Qwen Video Generation (Wan) — API Supplementary Guide

Content validity: 2026-03 | Sources: Overview · T2V API · I2V API · T2V Guide · I2V Guide · KF2V Guide · R2V Guide · VACE Guide

Definition

Video generation service based on the Wan model family. Supports 5 creation modes: text-to-video (t2v), image-to-video (i2v), first+last frame interpolation (kf2v), reference-based video (r2v), and video editing (vace).
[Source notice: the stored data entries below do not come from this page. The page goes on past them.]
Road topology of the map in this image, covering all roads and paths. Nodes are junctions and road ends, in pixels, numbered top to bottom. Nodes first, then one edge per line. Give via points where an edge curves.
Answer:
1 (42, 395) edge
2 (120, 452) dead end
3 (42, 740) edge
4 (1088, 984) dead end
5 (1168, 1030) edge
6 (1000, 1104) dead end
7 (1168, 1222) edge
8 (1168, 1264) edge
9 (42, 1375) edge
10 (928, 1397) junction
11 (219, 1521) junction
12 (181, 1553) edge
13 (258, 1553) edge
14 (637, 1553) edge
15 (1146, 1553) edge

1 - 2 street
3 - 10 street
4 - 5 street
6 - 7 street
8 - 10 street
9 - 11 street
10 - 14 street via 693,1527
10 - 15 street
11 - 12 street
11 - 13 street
All tasks use asynchronous invocation (submit task → poll result). wan2.6 series supports automatic dubbing and multi-shot narrative.

Use Cases

| Scenario | Recommended Mode + Model | Notes | |----------|------------------------|-------| | Generate video from text description | t2v + wan2.6-t2v | Audio support, multi-shot, up to 15s. | | Animate a still image | i2v + wan2.6-i2v-flash | Fast, audio support, up to 15s. | | Transition animation between two images | kf2v + wan2.2-kf2v-flash | First+last frame control, 5s, silent. | | Maintain character consistency across scenes | r2v + wan2.6-r2v-flash | Up to 5 reference characters. wan2.6-r2v for higher quality. | | Style transfer / local editing / extension | vace + wan2.1-vace-plus | Repainting, mask editing, extension, outpainting. | | Cinematic multi-shot narrative | t2v/i2v + shot_type: "multi" | Multiple camera angles and scenes in a single generation. | | Custom background music | t2v/i2v + audio_url | Provide an audio file for synchronized generation. |

Key Usage

Asynchronous Invocation Workflow

All video APIs use asynchronous invocation: Step 1: Submit task → receive task_id → Step 2: Poll → retrieve video URL.

Step 1: Submit
curl -sS 'https://dashscope.aliyuncs.com/api/v1/services/aigc/video-generation/video-synthesis' \
  -H 'X-DashScope-Async: enable' \
  -H "Authorization: Bearer $DASHSCOPE_API_KEY" \
  -H 'Content-Type: application/json' \
  -d '{"model":"wan2.6-t2v","input":{"prompt":"A kitten running in the moonlight"},"parameters":{"size":"1280*720","duration":5}}'
Step 2: Poll (using the returned task_id)
curl -sS "https://dashscope.aliyuncs.com/api/v1/tasks/{task_id}" \
  -H "Authorization: Bearer $DASHSCOPE_API_KEY"

Typical processing time: 1–5 minutes (depending on model, duration, and resolution).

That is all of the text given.